Ideas get submitted to us that range from sketches on the back of napkins to products that are already generating some early sales in the market, and this can be anything from a brace or splint to an implantable device to software apps with a pageable device component, etc.

Patient adherence to medication regimens continues to gain importance, especially with readmissions being a significant concern as part of the Affordable Care Act. We are seeing a lot of interesting technologies come through our pipeline ranging from smart pill bottles that alert people to take medicine or that are synched into the cloud to provide feedback loops to caregivers or providers. These innovations aim to help ensure adherence, using new kinds of packaging that make the delivery of healthcare and pill intake simpler and easier for patients to understand. That’s especially important for people who are recovering or are in pain or who may be a little bit older and not as mentally strong.

Once you have a product and all of its variables and issues are worked out, how does ENM help the innovator put that product into packaging that will successfully proceed through what can be a highly complex distribution process?

Once we develop a product or a technology, we then license that technology to a medical manufacture that often handles the packaging and how the product will be delivered. We have very experienced in-house design expertise to help when necessary, but many of the medical manufacturers we work with are large enough and sophisticated enough to already have strong capabilities in this regard.

In a case where we are incubating a company and thus building a management team around that product and taking it to market ourselves, we work with our in-house designers who will often look to our packaging partners for support. Another approach might be an instance where we have actually received the packaging technology from the inventor and then see how to best incorporate it into a supplier’s manufacturing capabilities. For example, we’re working on a new diaper product line using a newly patented non-woven technology for the diaper and a unique packaging solution that helps compress diapers into single-use packs. For instance, we can take an adult’s incontinence diaper or a baby diaper, shrink-seal it into a perfect square package. So it’s an individual diaper that’s packaged, not a multipack of diapers. To make it even more unique, along with the diaper, the pack might also include a glove and a wipe that can fit into your pocket and be discreet.

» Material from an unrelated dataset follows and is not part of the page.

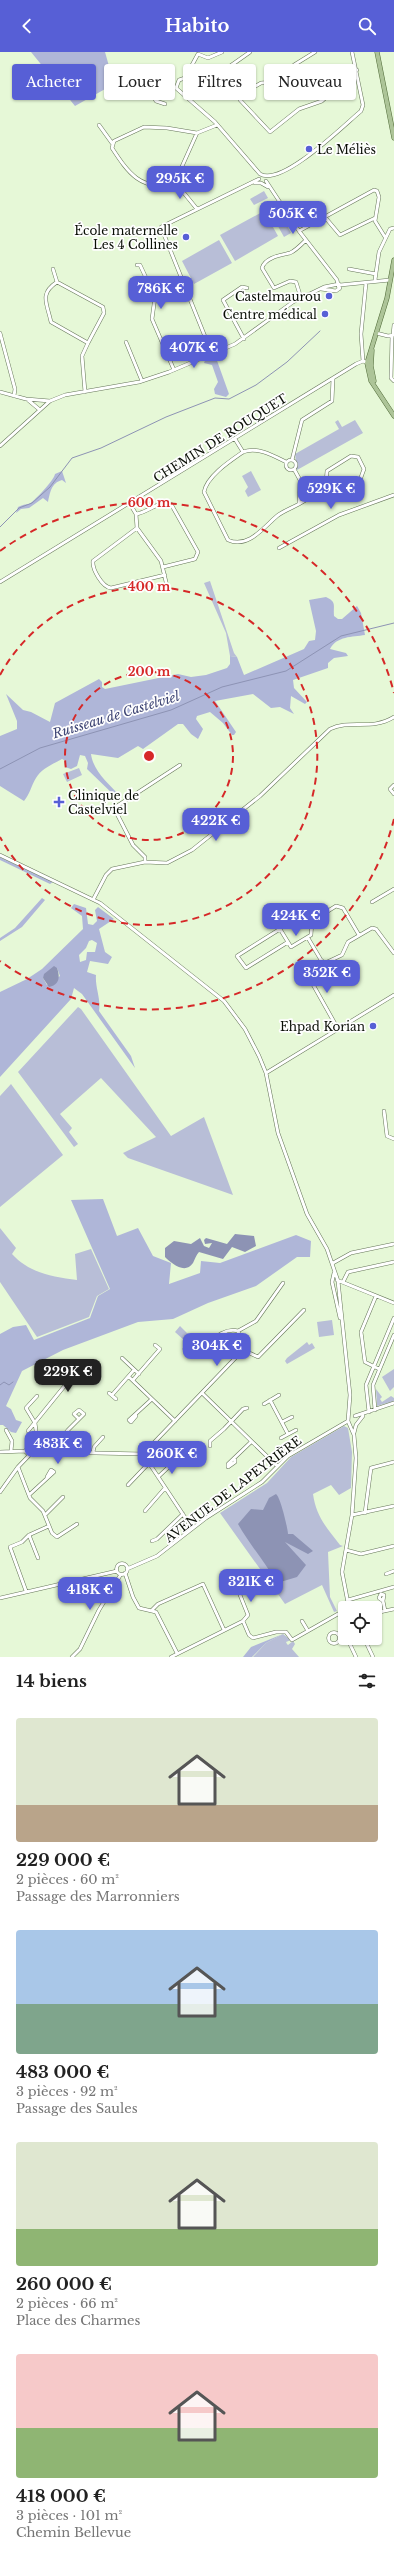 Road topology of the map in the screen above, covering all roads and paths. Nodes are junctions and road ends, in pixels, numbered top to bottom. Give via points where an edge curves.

That type of package also addresses the increasingly important issue of reimbursement in the changing healthcare system by providing an easier way to track the use of the diapers because you can sell them and track them on an individual, per-unit basis as opposed to a large pack.

Tell us more about these packaging partners.

These partnerships are groups with whom we are building relationships every day. We have reached out to some for their technology and we work with engineers and use our own prototyping capabilities in-house to further develop this. But, as we are taking a product to market, we certainly are looking for groups that might be interested in licensing it and/or incorporating it into their own product. We deal with packaging often on a case-by-case basis. These could be materials or machinery suppliers, or contract manufacturers or packagers. So in the case of these individual diapers we’re working with a diaper company that could license the technology and then we would work together with a packager that would help take that technology or product and package it to give it its best chance for success in the commercial marketplace.